> _Stored data_:
+===+
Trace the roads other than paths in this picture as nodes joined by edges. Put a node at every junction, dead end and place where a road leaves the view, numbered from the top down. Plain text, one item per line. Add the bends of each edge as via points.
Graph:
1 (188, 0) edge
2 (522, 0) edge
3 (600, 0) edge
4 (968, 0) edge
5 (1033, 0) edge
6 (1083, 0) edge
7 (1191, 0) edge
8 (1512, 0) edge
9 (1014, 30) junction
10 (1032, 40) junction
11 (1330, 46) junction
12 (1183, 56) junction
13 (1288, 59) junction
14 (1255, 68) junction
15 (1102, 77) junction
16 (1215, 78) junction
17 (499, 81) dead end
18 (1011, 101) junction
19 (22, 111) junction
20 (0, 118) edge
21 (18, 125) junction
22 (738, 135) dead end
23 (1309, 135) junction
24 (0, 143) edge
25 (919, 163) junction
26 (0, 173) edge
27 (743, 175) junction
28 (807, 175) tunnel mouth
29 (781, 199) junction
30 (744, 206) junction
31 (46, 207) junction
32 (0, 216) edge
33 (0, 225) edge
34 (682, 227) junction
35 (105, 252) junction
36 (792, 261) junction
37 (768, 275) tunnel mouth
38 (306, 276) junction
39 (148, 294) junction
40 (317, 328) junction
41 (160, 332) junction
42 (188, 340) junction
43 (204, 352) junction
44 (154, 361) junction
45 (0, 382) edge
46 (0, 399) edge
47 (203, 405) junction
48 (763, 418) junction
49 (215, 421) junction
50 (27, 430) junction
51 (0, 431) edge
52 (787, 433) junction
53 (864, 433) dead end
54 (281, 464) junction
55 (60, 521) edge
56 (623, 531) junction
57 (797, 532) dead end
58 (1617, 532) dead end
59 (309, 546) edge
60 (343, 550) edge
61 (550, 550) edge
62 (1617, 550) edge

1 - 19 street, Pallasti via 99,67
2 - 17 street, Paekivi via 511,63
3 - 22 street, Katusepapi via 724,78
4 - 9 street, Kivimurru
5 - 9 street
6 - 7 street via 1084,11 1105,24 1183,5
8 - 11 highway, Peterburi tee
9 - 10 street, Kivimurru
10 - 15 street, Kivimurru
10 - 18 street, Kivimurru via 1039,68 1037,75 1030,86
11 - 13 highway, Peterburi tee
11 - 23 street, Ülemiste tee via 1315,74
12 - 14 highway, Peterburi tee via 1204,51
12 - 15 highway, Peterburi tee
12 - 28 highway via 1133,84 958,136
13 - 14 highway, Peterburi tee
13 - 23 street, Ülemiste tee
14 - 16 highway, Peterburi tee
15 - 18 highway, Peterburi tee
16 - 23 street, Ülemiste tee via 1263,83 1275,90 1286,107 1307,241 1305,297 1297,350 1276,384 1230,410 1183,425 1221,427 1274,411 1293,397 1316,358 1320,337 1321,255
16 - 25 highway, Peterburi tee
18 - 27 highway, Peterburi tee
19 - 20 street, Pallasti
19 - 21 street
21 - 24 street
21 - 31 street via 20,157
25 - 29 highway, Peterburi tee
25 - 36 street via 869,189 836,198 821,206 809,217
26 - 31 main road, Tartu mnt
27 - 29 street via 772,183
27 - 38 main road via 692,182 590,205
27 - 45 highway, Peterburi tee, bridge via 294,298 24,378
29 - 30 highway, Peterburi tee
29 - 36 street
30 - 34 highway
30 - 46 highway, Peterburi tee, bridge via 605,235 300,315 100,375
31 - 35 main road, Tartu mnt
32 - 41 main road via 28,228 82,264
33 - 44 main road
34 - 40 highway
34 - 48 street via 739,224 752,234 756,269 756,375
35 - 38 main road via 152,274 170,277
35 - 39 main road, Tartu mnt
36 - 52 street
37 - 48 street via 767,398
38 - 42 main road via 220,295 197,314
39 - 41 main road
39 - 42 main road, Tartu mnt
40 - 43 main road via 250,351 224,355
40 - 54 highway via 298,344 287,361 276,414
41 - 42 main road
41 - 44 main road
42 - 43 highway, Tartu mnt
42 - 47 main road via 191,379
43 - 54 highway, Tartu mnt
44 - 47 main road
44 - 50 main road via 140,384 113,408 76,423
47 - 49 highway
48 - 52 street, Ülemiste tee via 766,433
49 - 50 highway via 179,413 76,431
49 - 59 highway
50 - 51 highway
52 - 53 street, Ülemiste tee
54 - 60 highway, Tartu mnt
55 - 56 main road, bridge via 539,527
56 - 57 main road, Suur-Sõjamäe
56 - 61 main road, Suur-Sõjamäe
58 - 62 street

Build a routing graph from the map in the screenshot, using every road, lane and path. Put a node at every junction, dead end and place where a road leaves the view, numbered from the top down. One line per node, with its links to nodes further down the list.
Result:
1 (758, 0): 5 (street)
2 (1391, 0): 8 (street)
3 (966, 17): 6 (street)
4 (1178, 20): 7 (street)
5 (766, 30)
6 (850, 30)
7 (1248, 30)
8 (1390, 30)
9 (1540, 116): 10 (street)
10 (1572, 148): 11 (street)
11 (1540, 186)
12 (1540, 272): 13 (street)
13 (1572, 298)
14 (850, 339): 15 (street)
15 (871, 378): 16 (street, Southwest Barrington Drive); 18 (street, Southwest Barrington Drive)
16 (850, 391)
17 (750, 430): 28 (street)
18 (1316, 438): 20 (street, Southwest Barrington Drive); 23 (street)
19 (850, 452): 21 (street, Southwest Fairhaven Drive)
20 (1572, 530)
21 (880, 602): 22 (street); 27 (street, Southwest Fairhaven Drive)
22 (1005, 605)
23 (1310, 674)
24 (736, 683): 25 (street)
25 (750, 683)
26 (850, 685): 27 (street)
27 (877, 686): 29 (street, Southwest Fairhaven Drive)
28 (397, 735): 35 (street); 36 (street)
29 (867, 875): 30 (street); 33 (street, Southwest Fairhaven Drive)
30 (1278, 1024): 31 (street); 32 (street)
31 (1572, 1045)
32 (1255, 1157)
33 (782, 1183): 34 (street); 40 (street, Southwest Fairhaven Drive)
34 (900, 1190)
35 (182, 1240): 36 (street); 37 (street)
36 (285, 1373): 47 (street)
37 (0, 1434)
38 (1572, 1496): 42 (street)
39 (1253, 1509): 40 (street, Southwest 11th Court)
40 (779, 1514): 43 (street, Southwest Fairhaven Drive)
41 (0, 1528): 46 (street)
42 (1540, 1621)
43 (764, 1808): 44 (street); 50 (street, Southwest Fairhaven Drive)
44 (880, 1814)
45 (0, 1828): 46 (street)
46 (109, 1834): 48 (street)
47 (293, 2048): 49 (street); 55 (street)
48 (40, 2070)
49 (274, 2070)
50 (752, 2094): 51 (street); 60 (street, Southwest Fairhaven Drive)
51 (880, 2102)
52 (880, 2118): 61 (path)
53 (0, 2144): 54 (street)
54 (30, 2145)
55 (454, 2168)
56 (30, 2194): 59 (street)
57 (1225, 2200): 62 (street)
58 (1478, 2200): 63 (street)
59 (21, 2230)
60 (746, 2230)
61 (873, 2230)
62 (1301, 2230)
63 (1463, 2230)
+===+
> _Task details_:
Please reproduce all of the records exactly as they stand.

> _Solution for this exercise_:
Trace the roads other than paths in this picture as nodes joined by edges. Put a node at every junction, dead end and place where a road leaves the view, numbered from the top down. Plain text, one item per line. Add the bends of each edge as via points.
Graph:
1 (188, 0) edge
2 (522, 0) edge
3 (600, 0) edge
4 (968, 0) edge
5 (1033, 0) edge
6 (1083, 0) edge
7 (1191, 0) edge
8 (1512, 0) edge
9 (1014, 30) junction
10 (1032, 40) junction
11 (1330, 46) junction
12 (1183, 56) junction
13 (1288, 59) junction
14 (1255, 68) junction
15 (1102, 77) junction
16 (1215, 78) junction
17 (499, 81) dead end
18 (1011, 101) junction
19 (22, 111) junction
20 (0, 118) edge
21 (18, 125) junction
22 (738, 135) dead end
23 (1309, 135) junction
24 (0, 143) edge
25 (919, 163) junction
26 (0, 173) edge
27 (743, 175) junction
28 (807, 175) tunnel mouth
29 (781, 199) junction
30 (744, 206) junction
31 (46, 207) junction
32 (0, 216) edge
33 (0, 225) edge
34 (682, 227) junction
35 (105, 252) junction
36 (792, 261) junction
37 (768, 275) tunnel mouth
38 (306, 276) junction
39 (148, 294) junction
40 (317, 328) junction
41 (160, 332) junction
42 (188, 340) junction
43 (204, 352) junction
44 (154, 361) junction
45 (0, 382) edge
46 (0, 399) edge
47 (203, 405) junction
48 (763, 418) junction
49 (215, 421) junction
50 (27, 430) junction
51 (0, 431) edge
52 (787, 433) junction
53 (864, 433) dead end
54 (281, 464) junction
55 (60, 521) edge
56 (623, 531) junction
57 (797, 532) dead end
58 (1617, 532) dead end
59 (309, 546) edge
60 (343, 550) edge
61 (550, 550) edge
62 (1617, 550) edge

1 - 19 street, Pallasti via 99,67
2 - 17 street, Paekivi via 511,63
3 - 22 street, Katusepapi via 724,78
4 - 9 street, Kivimurru
5 - 9 street
6 - 7 street via 1084,11 1105,24 1183,5
8 - 11 highway, Peterburi tee
9 - 10 street, Kivimurru
10 - 15 street, Kivimurru
10 - 18 street, Kivimurru via 1039,68 1037,75 1030,86
11 - 13 highway, Peterburi tee
11 - 23 street, Ülemiste tee via 1315,74
12 - 14 highway, Peterburi tee via 1204,51
12 - 15 highway, Peterburi tee
12 - 28 highway via 1133,84 958,136
13 - 14 highway, Peterburi tee
13 - 23 street, Ülemiste tee
14 - 16 highway, Peterburi tee
15 - 18 highway, Peterburi tee
16 - 23 street, Ülemiste tee via 1263,83 1275,90 1286,107 1307,241 1305,297 1297,350 1276,384 1230,410 1183,425 1221,427 1274,411 1293,397 1316,358 1320,337 1321,255
16 - 25 highway, Peterburi tee
18 - 27 highway, Peterburi tee
19 - 20 street, Pallasti
19 - 21 street
21 - 24 street
21 - 31 street via 20,157
25 - 29 highway, Peterburi tee
25 - 36 street via 869,189 836,198 821,206 809,217
26 - 31 main road, Tartu mnt
27 - 29 street via 772,183
27 - 38 main road via 692,182 590,205
27 - 45 highway, Peterburi tee, bridge via 294,298 24,378
29 - 30 highway, Peterburi tee
29 - 36 street
30 - 34 highway
30 - 46 highway, Peterburi tee, bridge via 605,235 300,315 100,375
31 - 35 main road, Tartu mnt
32 - 41 main road via 28,228 82,264
33 - 44 main road
34 - 40 highway
34 - 48 street via 739,224 752,234 756,269 756,375
35 - 38 main road via 152,274 170,277
35 - 39 main road, Tartu mnt
36 - 52 street
37 - 48 street via 767,398
38 - 42 main road via 220,295 197,314
39 - 41 main road
39 - 42 main road, Tartu mnt
40 - 43 main road via 250,351 224,355
40 - 54 highway via 298,344 287,361 276,414
41 - 42 main road
41 - 44 main road
42 - 43 highway, Tartu mnt
42 - 47 main road via 191,379
43 - 54 highway, Tartu mnt
44 - 47 main road
44 - 50 main road via 140,384 113,408 76,423
47 - 49 highway
48 - 52 street, Ülemiste tee via 766,433
49 - 50 highway via 179,413 76,431
49 - 59 highway
50 - 51 highway
52 - 53 street, Ülemiste tee
54 - 60 highway, Tartu mnt
55 - 56 main road, bridge via 539,527
56 - 57 main road, Suur-Sõjamäe
56 - 61 main road, Suur-Sõjamäe
58 - 62 street

Build a routing graph from the map in the screenshot, using every road, lane and path. Put a node at every junction, dead end and place where a road leaves the view, numbered from the top down. One line per node, with its links to nodes further down the list.
Result:
1 (758, 0): 5 (street)
2 (1391, 0): 8 (street)
3 (966, 17): 6 (street)
4 (1178, 20): 7 (street)
5 (766, 30)
6 (850, 30)
7 (1248, 30)
8 (1390, 30)
9 (1540, 116): 10 (street)
10 (1572, 148): 11 (street)
11 (1540, 186)
12 (1540, 272): 13 (street)
13 (1572, 298)
14 (850, 339): 15 (street)
15 (871, 378): 16 (street, Southwest Barrington Drive); 18 (street, Southwest Barrington Drive)
16 (850, 391)
17 (750, 430): 28 (street)
18 (1316, 438): 20 (street, Southwest Barrington Drive); 23 (street)
19 (850, 452): 21 (street, Southwest Fairhaven Drive)
20 (1572, 530)
21 (880, 602): 22 (street); 27 (street, Southwest Fairhaven Drive)
22 (1005, 605)
23 (1310, 674)
24 (736, 683): 25 (street)
25 (750, 683)
26 (850, 685): 27 (street)
27 (877, 686): 29 (street, Southwest Fairhaven Drive)
28 (397, 735): 35 (street); 36 (street)
29 (867, 875): 30 (street); 33 (street, Southwest Fairhaven Drive)
30 (1278, 1024): 31 (street); 32 (street)
31 (1572, 1045)
32 (1255, 1157)
33 (782, 1183): 34 (street); 40 (street, Southwest Fairhaven Drive)
34 (900, 1190)
35 (182, 1240): 36 (street); 37 (street)
36 (285, 1373): 47 (street)
37 (0, 1434)
38 (1572, 1496): 42 (street)
39 (1253, 1509): 40 (street, Southwest 11th Court)
40 (779, 1514): 43 (street, Southwest Fairhaven Drive)
41 (0, 1528): 46 (street)
42 (1540, 1621)
43 (764, 1808): 44 (street); 50 (street, Southwest Fairhaven Drive)
44 (880, 1814)
45 (0, 1828): 46 (street)
46 (109, 1834): 48 (street)
47 (293, 2048): 49 (street); 55 (street)
48 (40, 2070)
49 (274, 2070)
50 (752, 2094): 51 (street); 60 (street, Southwest Fairhaven Drive)
51 (880, 2102)
52 (880, 2118): 61 (path)
53 (0, 2144): 54 (street)
54 (30, 2145)
55 (454, 2168)
56 (30, 2194): 59 (street)
57 (1225, 2200): 62 (street)
58 (1478, 2200): 63 (street)
59 (21, 2230)
60 (746, 2230)
61 (873, 2230)
62 (1301, 2230)
63 (1463, 2230)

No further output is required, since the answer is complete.